Burnout was something I believed myself immune to. It was for people who weren’t as tough as me, for people who couldn’t work as hard as me, and for people who were weaker than me.

Given my mindset, it’s no wonder I burned out repeatedly and that I experienced profound shame each time I was forced to acknowledge it. I fell short of my own standards, primarily because what I demanded from myself was impossible to sustain.

Burnout is generally understood as doing too much for too long. I’ve come to see that it’s never what I do that burns me out. It’s what I don’t do: self-care, coping, letting go, fulfilling responsibilities to myself, relaxation, fun, and most of all, seeking reciprocity in my relationships.

I wish I could tell you that I valued myself enough to make serious changes and avoid further burn out. The truth is I simply got sick and tired of being sick and tired. That’s when I change. I remain a slow learner with a high pain tolerance. Only when something brings me to my knees do I adjust.

The first time I burned out, I bitterly asked my wife, “Why is it that everyone who knows me believes I can move mountains single-handedly? She laughed wickedly and countered, “Have you met you? That’s what you do!”

Epiphanies I reached:

– I teach people what to expect of me.

– I maintained very low expectations of others in my life because I was avoiding disappointment

– Over achieving was a way of proving my worth.

There are countless pitfalls in having mile high expectations of self. You’re never satisfied. You always want to do more (be more). You rob yourself of opportunities to build confidence and faith in yourself. You’re always moving on to the next thing and never content.

The first few times I burned out, I took a week off and went back to exactly the lifestyle that burned me out. Each time I told myself to work harder and push past it. Each time I failed.

At last I took the advice of those who had far more compassion for me than I did. I accepted challenges like this one:

Make two lists – the first list is the people, situations, and activities that drain you – deplete your energy, suck the life out of you.
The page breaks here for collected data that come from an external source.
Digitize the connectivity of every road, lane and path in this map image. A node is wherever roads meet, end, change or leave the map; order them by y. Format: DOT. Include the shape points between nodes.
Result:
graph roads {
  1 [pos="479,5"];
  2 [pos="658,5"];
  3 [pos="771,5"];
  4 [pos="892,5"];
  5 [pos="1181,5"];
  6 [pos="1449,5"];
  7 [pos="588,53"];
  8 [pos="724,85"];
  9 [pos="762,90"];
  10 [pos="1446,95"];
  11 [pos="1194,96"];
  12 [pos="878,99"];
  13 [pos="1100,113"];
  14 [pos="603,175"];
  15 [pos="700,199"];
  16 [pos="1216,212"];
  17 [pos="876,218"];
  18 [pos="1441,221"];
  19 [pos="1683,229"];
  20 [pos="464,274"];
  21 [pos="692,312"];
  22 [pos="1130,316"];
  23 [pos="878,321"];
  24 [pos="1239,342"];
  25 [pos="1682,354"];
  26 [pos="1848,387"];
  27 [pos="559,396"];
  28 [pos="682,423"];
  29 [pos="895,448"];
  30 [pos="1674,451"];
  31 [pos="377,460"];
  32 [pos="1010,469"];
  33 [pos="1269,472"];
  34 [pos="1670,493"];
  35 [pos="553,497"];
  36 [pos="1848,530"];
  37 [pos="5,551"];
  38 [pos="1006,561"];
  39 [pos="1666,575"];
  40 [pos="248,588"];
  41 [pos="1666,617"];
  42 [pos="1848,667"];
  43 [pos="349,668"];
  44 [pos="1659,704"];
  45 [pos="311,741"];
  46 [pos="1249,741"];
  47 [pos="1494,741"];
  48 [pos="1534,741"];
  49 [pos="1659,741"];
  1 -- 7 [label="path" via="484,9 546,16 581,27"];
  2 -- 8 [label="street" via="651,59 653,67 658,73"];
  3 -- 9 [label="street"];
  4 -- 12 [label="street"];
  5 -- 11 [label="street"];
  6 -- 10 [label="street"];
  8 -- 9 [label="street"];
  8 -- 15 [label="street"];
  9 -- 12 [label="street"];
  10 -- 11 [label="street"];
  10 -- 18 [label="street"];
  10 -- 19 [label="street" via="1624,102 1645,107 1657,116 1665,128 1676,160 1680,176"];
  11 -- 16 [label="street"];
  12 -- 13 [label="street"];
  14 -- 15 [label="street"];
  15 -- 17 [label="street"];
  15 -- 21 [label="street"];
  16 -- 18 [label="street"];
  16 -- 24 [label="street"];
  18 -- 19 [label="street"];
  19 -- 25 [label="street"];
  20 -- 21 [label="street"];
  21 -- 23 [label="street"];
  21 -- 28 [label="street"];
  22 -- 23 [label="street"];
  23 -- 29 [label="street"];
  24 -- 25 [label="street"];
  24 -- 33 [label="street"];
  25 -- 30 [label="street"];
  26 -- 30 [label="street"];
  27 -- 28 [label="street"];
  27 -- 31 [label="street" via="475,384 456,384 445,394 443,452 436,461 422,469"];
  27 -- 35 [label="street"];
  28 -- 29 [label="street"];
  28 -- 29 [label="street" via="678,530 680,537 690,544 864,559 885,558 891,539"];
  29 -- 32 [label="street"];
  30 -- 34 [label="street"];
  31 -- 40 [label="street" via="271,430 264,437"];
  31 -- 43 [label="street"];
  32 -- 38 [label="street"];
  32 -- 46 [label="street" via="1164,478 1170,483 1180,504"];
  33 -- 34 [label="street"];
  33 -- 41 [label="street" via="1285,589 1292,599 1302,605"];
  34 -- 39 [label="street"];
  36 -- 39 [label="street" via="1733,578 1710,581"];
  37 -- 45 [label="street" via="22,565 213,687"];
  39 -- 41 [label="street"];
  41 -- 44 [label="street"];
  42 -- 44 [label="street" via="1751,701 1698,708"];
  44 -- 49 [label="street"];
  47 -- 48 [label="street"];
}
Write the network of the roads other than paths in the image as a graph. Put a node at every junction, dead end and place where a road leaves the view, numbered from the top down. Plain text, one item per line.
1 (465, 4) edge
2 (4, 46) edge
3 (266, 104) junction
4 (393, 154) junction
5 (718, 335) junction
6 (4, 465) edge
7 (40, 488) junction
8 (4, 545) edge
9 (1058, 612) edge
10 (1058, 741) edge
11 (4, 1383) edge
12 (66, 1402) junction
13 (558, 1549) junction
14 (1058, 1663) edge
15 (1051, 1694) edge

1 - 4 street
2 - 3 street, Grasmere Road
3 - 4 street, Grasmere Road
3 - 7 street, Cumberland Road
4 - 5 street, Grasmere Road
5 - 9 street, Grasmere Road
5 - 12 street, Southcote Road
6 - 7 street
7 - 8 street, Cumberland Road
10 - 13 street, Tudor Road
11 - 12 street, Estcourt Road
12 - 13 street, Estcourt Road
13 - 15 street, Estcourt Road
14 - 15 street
That list is easy and fast to write. The second list is the people, situations and activities that have the opposite effect – make feel like you’re taking a breath of fresh air. Most relationships will end up on both lists, that’s ok. The question becomes how much can you limit or decrease the first list and increase the things on the second one?

I’ve gotten good at doing more of what I love and less of things that drain me. I’ve gotten good at taking time for myself – both in vacations and scheduled self-care time weekly.

I’ve gotten good at saying no without explaining. I’ve gotten good at a lot of things out of necessity, but the most important piece to coming back from burnout was that I learned to value myself.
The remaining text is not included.